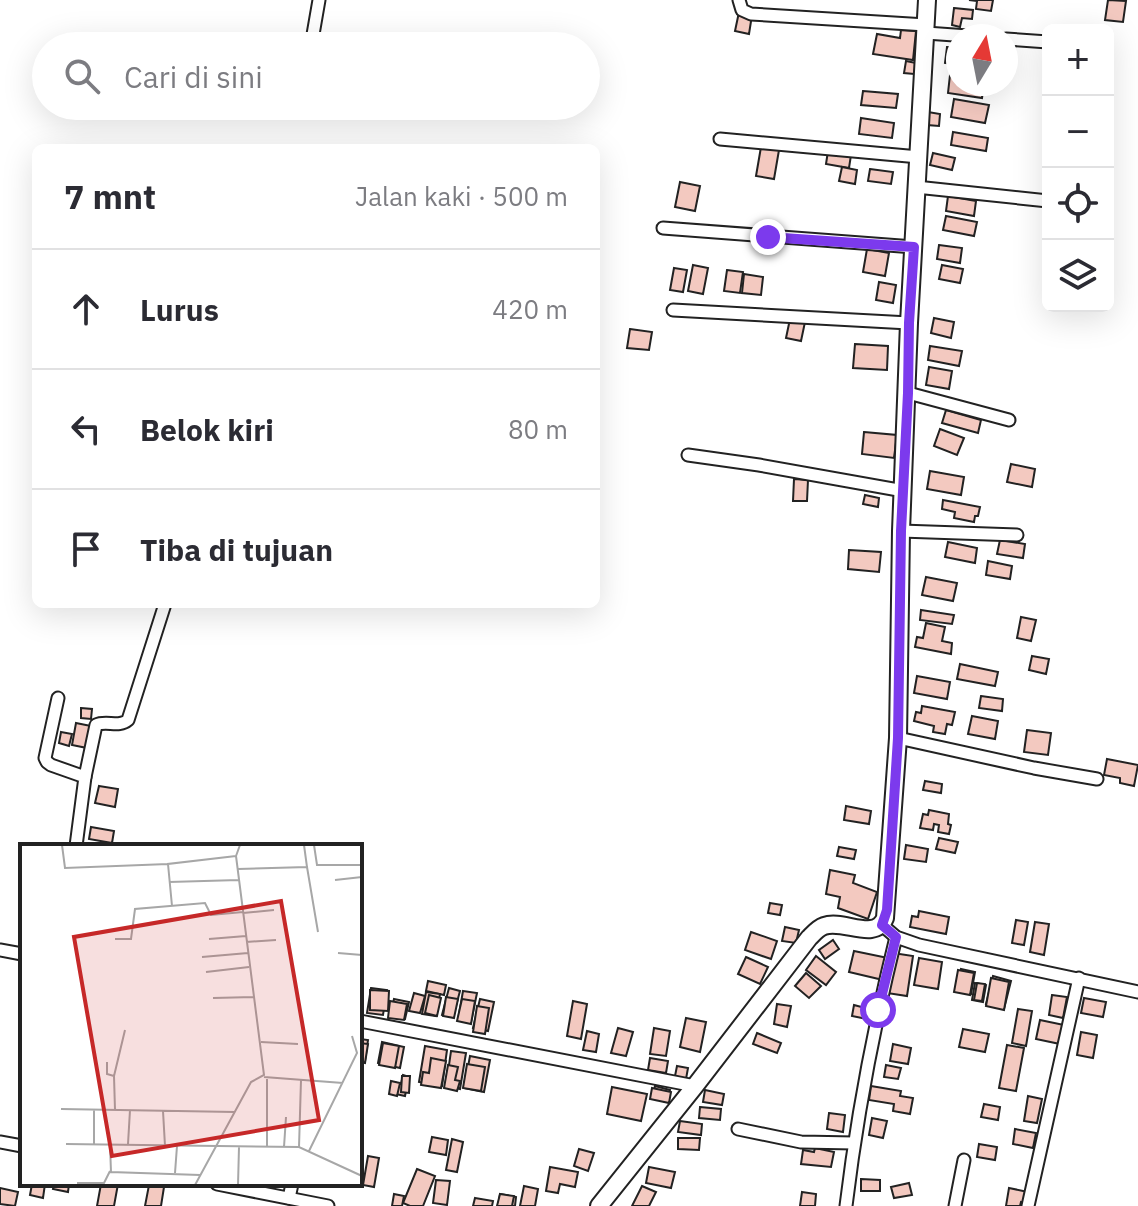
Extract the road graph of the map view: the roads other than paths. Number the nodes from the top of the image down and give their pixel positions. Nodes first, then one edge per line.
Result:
1 (319, 0) edge
2 (739, 0) edge
3 (927, 0) edge
4 (926, 29) junction
5 (313, 32) edge
6 (946, 32) edge
7 (1018, 40) edge
8 (1042, 42) edge
9 (720, 139) dead end
10 (919, 157) junction
11 (916, 187) junction
12 (1042, 200) edge
13 (663, 228) dead end
14 (914, 247) junction
15 (673, 310) dead end
16 (909, 323) junction
17 (908, 393) junction
18 (1009, 420) dead end
19 (688, 455) dead end
20 (904, 491) junction
21 (901, 531) junction
22 (1017, 535) dead end
23 (164, 608) edge
24 (58, 698) dead end
25 (898, 738) junction
26 (85, 777) junction
27 (1097, 779) dead end
28 (76, 844) edge
29 (882, 925) junction
30 (896, 937) junction
31 (0, 950) edge
32 (20, 954) edge
33 (1079, 978) junction
34 (1138, 992) edge
35 (362, 1021) edge
36 (695, 1086) junction
37 (738, 1129) dead end
38 (0, 1142) edge
39 (854, 1143) junction
40 (20, 1146) edge
41 (964, 1160) dead end
42 (227, 1186) edge
43 (292, 1186) edge
44 (289, 1198) junction
45 (328, 1206) edge
46 (599, 1206) edge
47 (846, 1206) edge
48 (955, 1206) edge
49 (1028, 1206) edge

1 - 5 street
2 - 4 street
3 - 4 street
4 - 6 street
4 - 10 street
7 - 8 street
9 - 10 street
10 - 11 street
11 - 12 street
11 - 14 street
13 - 14 street
14 - 16 street
15 - 16 street
16 - 17 street
17 - 18 street
17 - 20 street
19 - 20 street
20 - 21 street
21 - 22 street
21 - 25 street
23 - 26 street
24 - 26 street
25 - 27 street
25 - 29 street
26 - 28 street
29 - 30 street
29 - 36 street
30 - 33 street
30 - 39 street
31 - 32 street
33 - 34 street
33 - 49 street
35 - 36 street
36 - 46 street
37 - 39 street
38 - 40 street
39 - 47 street
41 - 48 street
42 - 44 street
43 - 44 street
44 - 45 street

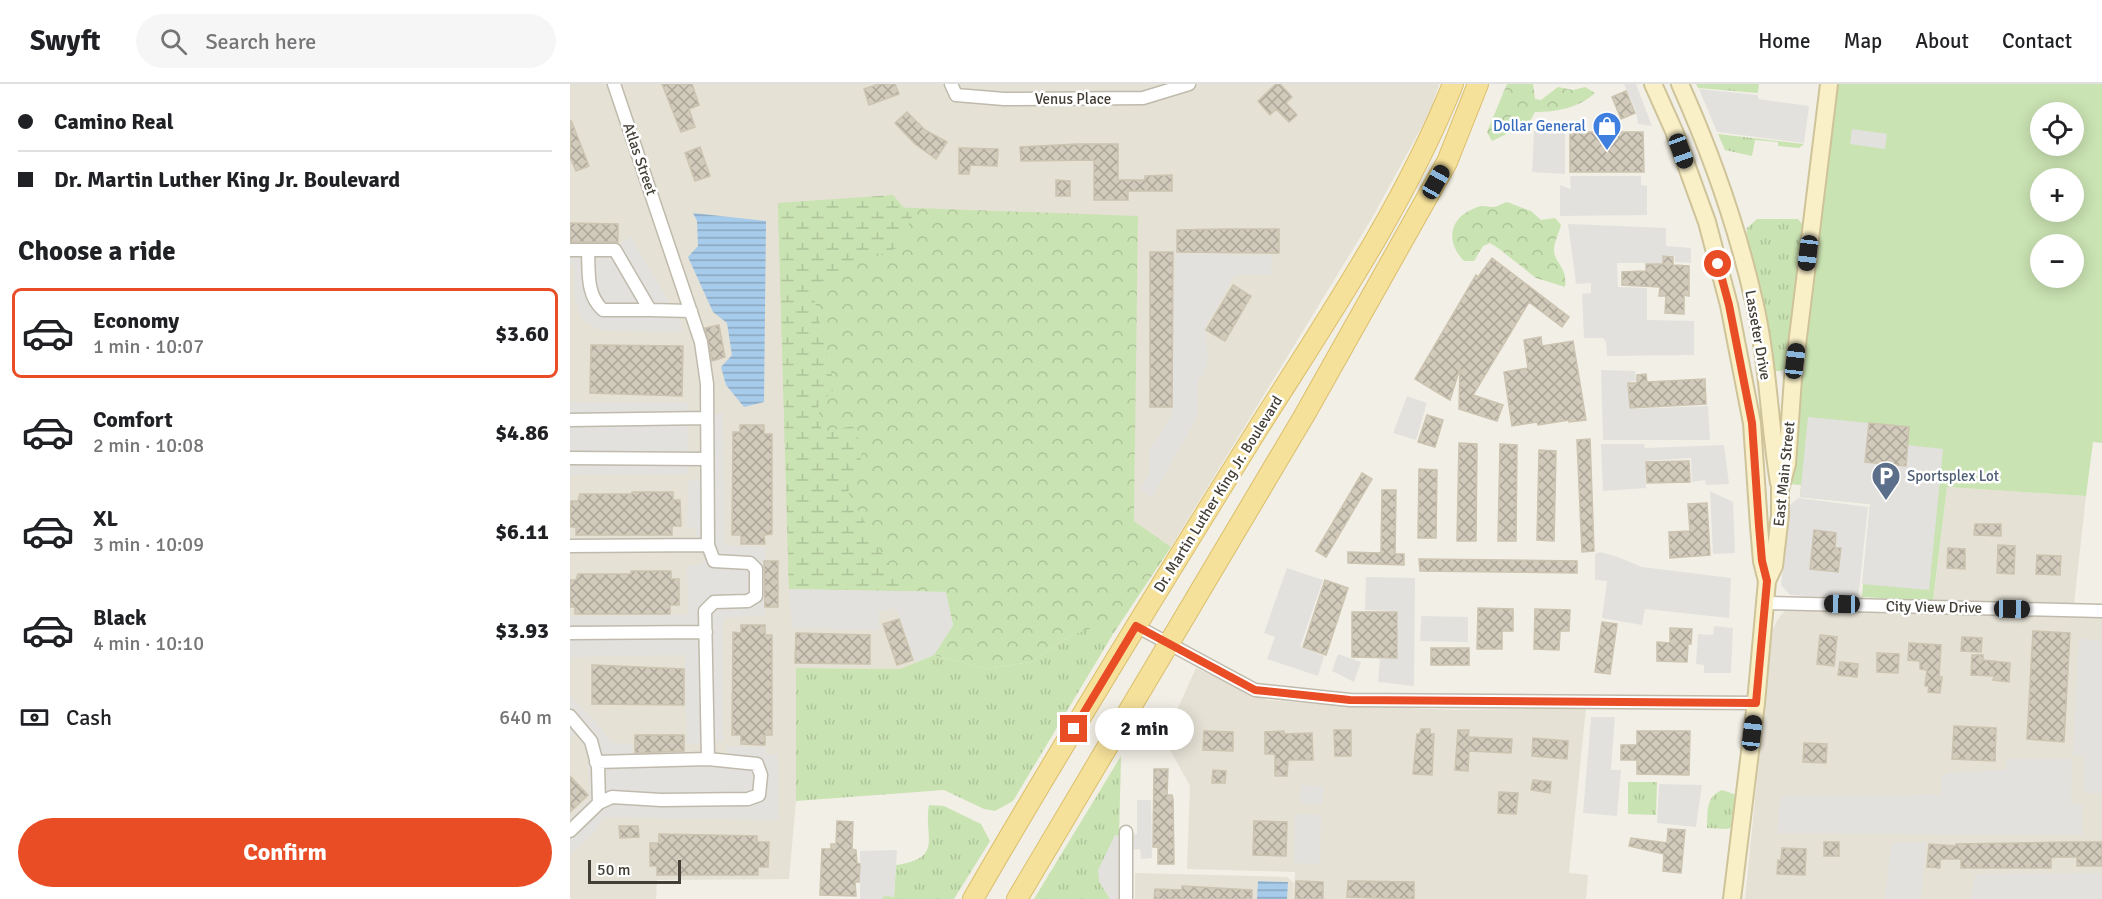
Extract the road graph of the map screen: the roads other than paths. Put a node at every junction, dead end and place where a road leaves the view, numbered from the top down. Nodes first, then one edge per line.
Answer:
1 (614, 84) edge
2 (1189, 84) edge
3 (1453, 84) edge
4 (1478, 84) edge
5 (1653, 84) edge
6 (1680, 84) edge
7 (1829, 84) edge
8 (954, 90) edge
9 (570, 250) edge
10 (588, 250) junction
11 (650, 310) junction
12 (691, 310) junction
13 (1795, 361) junction
14 (707, 417) junction
15 (1772, 418) junction
16 (570, 420) edge
17 (1752, 423) junction
18 (570, 459) edge
19 (707, 459) junction
20 (1780, 489) junction
21 (708, 545) junction
22 (570, 546) edge
23 (1767, 581) junction
24 (1766, 603) junction
25 (2102, 611) edge
26 (1136, 626) junction
27 (706, 632) junction
28 (570, 633) edge
29 (1170, 643) junction
30 (1756, 703) junction
31 (570, 716) edge
32 (708, 759) junction
33 (596, 762) junction
34 (599, 803) junction
35 (570, 831) edge
36 (1126, 832) dead end
37 (973, 899) edge
38 (1017, 899) edge
39 (1126, 899) edge
40 (1732, 899) edge

1 - 12 street, Atlas Street
2 - 8 street, Venus Place
3 - 26 main road, Dr. Martin Luther King Jr. Boulevard
4 - 29 main road
5 - 17 street, Lasseter Drive
6 - 15 street, Lasseter Drive
7 - 13 street, East Main Street
9 - 10 street
10 - 11 street
10 - 11 street
11 - 12 street
12 - 14 street, Atlas Street
13 - 15 street
13 - 20 street, East Main Street
14 - 16 street
14 - 19 street, Atlas Street
15 - 17 street
15 - 20 street, Lasseter Drive
17 - 23 street, Lasseter Drive
18 - 19 street
19 - 21 street, Atlas Street
20 - 23 street, East Main Street
21 - 22 street
21 - 27 street
23 - 24 street, East Main Street
24 - 25 street, City View Drive
24 - 30 street, East Main Street
26 - 29 street
26 - 37 main road, Dr. Martin Luther King Jr. Boulevard
27 - 28 street
27 - 32 street
29 - 30 street
29 - 38 main road
30 - 40 street, East Main Street
31 - 33 street
32 - 33 street
32 - 34 street
33 - 34 street
34 - 35 street
36 - 39 street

★ ★ ★ ★ ★ ★ ★

** Problem requirements **
Write out each entry word for word, images excluded.

** Completed task **
Extract the road graph of the map view: the roads other than paths. Number the nodes from the top of the image down and give their pixel positions. Nodes first, then one edge per line.
Result:
1 (319, 0) edge
2 (739, 0) edge
3 (927, 0) edge
4 (926, 29) junction
5 (313, 32) edge
6 (946, 32) edge
7 (1018, 40) edge
8 (1042, 42) edge
9 (720, 139) dead end
10 (919, 157) junction
11 (916, 187) junction
12 (1042, 200) edge
13 (663, 228) dead end
14 (914, 247) junction
15 (673, 310) dead end
16 (909, 323) junction
17 (908, 393) junction
18 (1009, 420) dead end
19 (688, 455) dead end
20 (904, 491) junction
21 (901, 531) junction
22 (1017, 535) dead end
23 (164, 608) edge
24 (58, 698) dead end
25 (898, 738) junction
26 (85, 777) junction
27 (1097, 779) dead end
28 (76, 844) edge
29 (882, 925) junction
30 (896, 937) junction
31 (0, 950) edge
32 (20, 954) edge
33 (1079, 978) junction
34 (1138, 992) edge
35 (362, 1021) edge
36 (695, 1086) junction
37 (738, 1129) dead end
38 (0, 1142) edge
39 (854, 1143) junction
40 (20, 1146) edge
41 (964, 1160) dead end
42 (227, 1186) edge
43 (292, 1186) edge
44 (289, 1198) junction
45 (328, 1206) edge
46 (599, 1206) edge
47 (846, 1206) edge
48 (955, 1206) edge
49 (1028, 1206) edge

1 - 5 street
2 - 4 street
3 - 4 street
4 - 6 street
4 - 10 street
7 - 8 street
9 - 10 street
10 - 11 street
11 - 12 street
11 - 14 street
13 - 14 street
14 - 16 street
15 - 16 street
16 - 17 street
17 - 18 street
17 - 20 street
19 - 20 street
20 - 21 street
21 - 22 street
21 - 25 street
23 - 26 street
24 - 26 street
25 - 27 street
25 - 29 street
26 - 28 street
29 - 30 street
29 - 36 street
30 - 33 street
30 - 39 street
31 - 32 street
33 - 34 street
33 - 49 street
35 - 36 street
36 - 46 street
37 - 39 street
38 - 40 street
39 - 47 street
41 - 48 street
42 - 44 street
43 - 44 street
44 - 45 street

Extract the road graph of the map screen: the roads other than paths. Put a node at every junction, dead end and place where a road leaves the view, numbered from the top down. Nodes first, then one edge per line.
Answer:
1 (614, 84) edge
2 (1189, 84) edge
3 (1453, 84) edge
4 (1478, 84) edge
5 (1653, 84) edge
6 (1680, 84) edge
7 (1829, 84) edge
8 (954, 90) edge
9 (570, 250) edge
10 (588, 250) junction
11 (650, 310) junction
12 (691, 310) junction
13 (1795, 361) junction
14 (707, 417) junction
15 (1772, 418) junction
16 (570, 420) edge
17 (1752, 423) junction
18 (570, 459) edge
19 (707, 459) junction
20 (1780, 489) junction
21 (708, 545) junction
22 (570, 546) edge
23 (1767, 581) junction
24 (1766, 603) junction
25 (2102, 611) edge
26 (1136, 626) junction
27 (706, 632) junction
28 (570, 633) edge
29 (1170, 643) junction
30 (1756, 703) junction
31 (570, 716) edge
32 (708, 759) junction
33 (596, 762) junction
34 (599, 803) junction
35 (570, 831) edge
36 (1126, 832) dead end
37 (973, 899) edge
38 (1017, 899) edge
39 (1126, 899) edge
40 (1732, 899) edge

1 - 12 street, Atlas Street
2 - 8 street, Venus Place
3 - 26 main road, Dr. Martin Luther King Jr. Boulevard
4 - 29 main road
5 - 17 street, Lasseter Drive
6 - 15 street, Lasseter Drive
7 - 13 street, East Main Street
9 - 10 street
10 - 11 street
10 - 11 street
11 - 12 street
12 - 14 street, Atlas Street
13 - 15 street
13 - 20 street, East Main Street
14 - 16 street
14 - 19 street, Atlas Street
15 - 17 street
15 - 20 street, Lasseter Drive
17 - 23 street, Lasseter Drive
18 - 19 street
19 - 21 street, Atlas Street
20 - 23 street, East Main Street
21 - 22 street
21 - 27 street
23 - 24 street, East Main Street
24 - 25 street, City View Drive
24 - 30 street, East Main Street
26 - 29 street
26 - 37 main road, Dr. Martin Luther King Jr. Boulevard
27 - 28 street
27 - 32 street
29 - 30 street
29 - 38 main road
30 - 40 street, East Main Street
31 - 33 street
32 - 33 street
32 - 34 street
33 - 34 street
34 - 35 street
36 - 39 street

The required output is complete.